*** Opening PROVIDED INFORMATION ***

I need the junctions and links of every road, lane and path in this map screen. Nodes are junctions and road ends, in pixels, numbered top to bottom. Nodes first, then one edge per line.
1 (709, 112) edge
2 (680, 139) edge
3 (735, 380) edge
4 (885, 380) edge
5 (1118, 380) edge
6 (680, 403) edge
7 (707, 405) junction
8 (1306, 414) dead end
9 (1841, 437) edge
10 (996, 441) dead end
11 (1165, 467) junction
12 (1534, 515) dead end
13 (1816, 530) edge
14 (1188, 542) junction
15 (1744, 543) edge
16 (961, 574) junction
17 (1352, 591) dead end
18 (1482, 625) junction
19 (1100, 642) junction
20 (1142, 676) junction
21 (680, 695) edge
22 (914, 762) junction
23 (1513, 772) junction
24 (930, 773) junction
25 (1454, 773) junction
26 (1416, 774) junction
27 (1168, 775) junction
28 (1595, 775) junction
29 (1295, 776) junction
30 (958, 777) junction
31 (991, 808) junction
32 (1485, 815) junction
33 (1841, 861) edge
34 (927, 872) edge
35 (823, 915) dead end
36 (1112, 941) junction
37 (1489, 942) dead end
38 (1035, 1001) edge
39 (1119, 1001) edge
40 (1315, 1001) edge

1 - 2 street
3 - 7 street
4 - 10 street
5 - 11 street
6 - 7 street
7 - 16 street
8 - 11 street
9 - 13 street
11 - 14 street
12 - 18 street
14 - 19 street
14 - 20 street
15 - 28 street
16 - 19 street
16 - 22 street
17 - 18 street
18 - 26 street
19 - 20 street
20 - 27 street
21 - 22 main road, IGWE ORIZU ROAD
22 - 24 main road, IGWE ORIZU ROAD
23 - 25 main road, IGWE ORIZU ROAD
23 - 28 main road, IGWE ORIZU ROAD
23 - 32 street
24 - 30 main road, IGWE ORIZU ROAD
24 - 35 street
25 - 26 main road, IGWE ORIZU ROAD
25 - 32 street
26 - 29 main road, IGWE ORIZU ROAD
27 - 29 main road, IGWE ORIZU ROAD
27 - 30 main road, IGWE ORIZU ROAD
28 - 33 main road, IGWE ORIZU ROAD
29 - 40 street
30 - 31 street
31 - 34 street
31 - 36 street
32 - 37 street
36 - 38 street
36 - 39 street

*** Closing PROVIDED INFORMATION ***

_EXERCISE BRIEF_
Reproduce each of the entries exactly, omitting none.

_ANSWER TO THE PROBLEM_
I need the junctions and links of every road, lane and path in this map screen. Nodes are junctions and road ends, in pixels, numbered top to bottom. Nodes first, then one edge per line.
1 (709, 112) edge
2 (680, 139) edge
3 (735, 380) edge
4 (885, 380) edge
5 (1118, 380) edge
6 (680, 403) edge
7 (707, 405) junction
8 (1306, 414) dead end
9 (1841, 437) edge
10 (996, 441) dead end
11 (1165, 467) junction
12 (1534, 515) dead end
13 (1816, 530) edge
14 (1188, 542) junction
15 (1744, 543) edge
16 (961, 574) junction
17 (1352, 591) dead end
18 (1482, 625) junction
19 (1100, 642) junction
20 (1142, 676) junction
21 (680, 695) edge
22 (914, 762) junction
23 (1513, 772) junction
24 (930, 773) junction
25 (1454, 773) junction
26 (1416, 774) junction
27 (1168, 775) junction
28 (1595, 775) junction
29 (1295, 776) junction
30 (958, 777) junction
31 (991, 808) junction
32 (1485, 815) junction
33 (1841, 861) edge
34 (927, 872) edge
35 (823, 915) dead end
36 (1112, 941) junction
37 (1489, 942) dead end
38 (1035, 1001) edge
39 (1119, 1001) edge
40 (1315, 1001) edge

1 - 2 street
3 - 7 street
4 - 10 street
5 - 11 street
6 - 7 street
7 - 16 street
8 - 11 street
9 - 13 street
11 - 14 street
12 - 18 street
14 - 19 street
14 - 20 street
15 - 28 street
16 - 19 street
16 - 22 street
17 - 18 street
18 - 26 street
19 - 20 street
20 - 27 street
21 - 22 main road, IGWE ORIZU ROAD
22 - 24 main road, IGWE ORIZU ROAD
23 - 25 main road, IGWE ORIZU ROAD
23 - 28 main road, IGWE ORIZU ROAD
23 - 32 street
24 - 30 main road, IGWE ORIZU ROAD
24 - 35 street
25 - 26 main road, IGWE ORIZU ROAD
25 - 32 street
26 - 29 main road, IGWE ORIZU ROAD
27 - 29 main road, IGWE ORIZU ROAD
27 - 30 main road, IGWE ORIZU ROAD
28 - 33 main road, IGWE ORIZU ROAD
29 - 40 street
30 - 31 street
31 - 34 street
31 - 36 street
32 - 37 street
36 - 38 street
36 - 39 street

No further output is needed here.